**Stored dataset items:**
---*---

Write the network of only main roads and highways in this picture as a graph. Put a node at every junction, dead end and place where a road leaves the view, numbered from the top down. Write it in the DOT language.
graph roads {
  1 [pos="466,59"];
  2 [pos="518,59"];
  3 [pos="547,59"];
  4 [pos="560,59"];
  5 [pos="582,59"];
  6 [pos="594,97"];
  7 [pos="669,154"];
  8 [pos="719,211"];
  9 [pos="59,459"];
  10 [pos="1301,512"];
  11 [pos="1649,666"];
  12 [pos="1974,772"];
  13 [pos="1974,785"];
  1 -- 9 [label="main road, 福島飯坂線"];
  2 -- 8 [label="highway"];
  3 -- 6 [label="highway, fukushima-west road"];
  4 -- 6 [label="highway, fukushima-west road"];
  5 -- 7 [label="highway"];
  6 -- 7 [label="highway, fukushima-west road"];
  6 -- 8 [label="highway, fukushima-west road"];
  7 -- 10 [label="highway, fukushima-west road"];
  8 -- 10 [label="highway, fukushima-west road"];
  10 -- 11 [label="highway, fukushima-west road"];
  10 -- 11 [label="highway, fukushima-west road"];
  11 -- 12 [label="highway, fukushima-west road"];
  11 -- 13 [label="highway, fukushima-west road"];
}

---*---

**PROBLEM DETAILS:** Take the data above and return it exactly.

**RESULT:**
Write the network of only main roads and highways in this picture as a graph. Put a node at every junction, dead end and place where a road leaves the view, numbered from the top down. Write it in the DOT language.
graph roads {
  1 [pos="466,59"];
  2 [pos="518,59"];
  3 [pos="547,59"];
  4 [pos="560,59"];
  5 [pos="582,59"];
  6 [pos="594,97"];
  7 [pos="669,154"];
  8 [pos="719,211"];
  9 [pos="59,459"];
  10 [pos="1301,512"];
  11 [pos="1649,666"];
  12 [pos="1974,772"];
  13 [pos="1974,785"];
  1 -- 9 [label="main road, 福島飯坂線"];
  2 -- 8 [label="highway"];
  3 -- 6 [label="highway, fukushima-west road"];
  4 -- 6 [label="highway, fukushima-west road"];
  5 -- 7 [label="highway"];
  6 -- 7 [label="highway, fukushima-west road"];
  6 -- 8 [label="highway, fukushima-west road"];
  7 -- 10 [label="highway, fukushima-west road"];
  8 -- 10 [label="highway, fukushima-west road"];
  10 -- 11 [label="highway, fukushima-west road"];
  10 -- 11 [label="highway, fukushima-west road"];
  11 -- 12 [label="highway, fukushima-west road"];
  11 -- 13 [label="highway, fukushima-west road"];
}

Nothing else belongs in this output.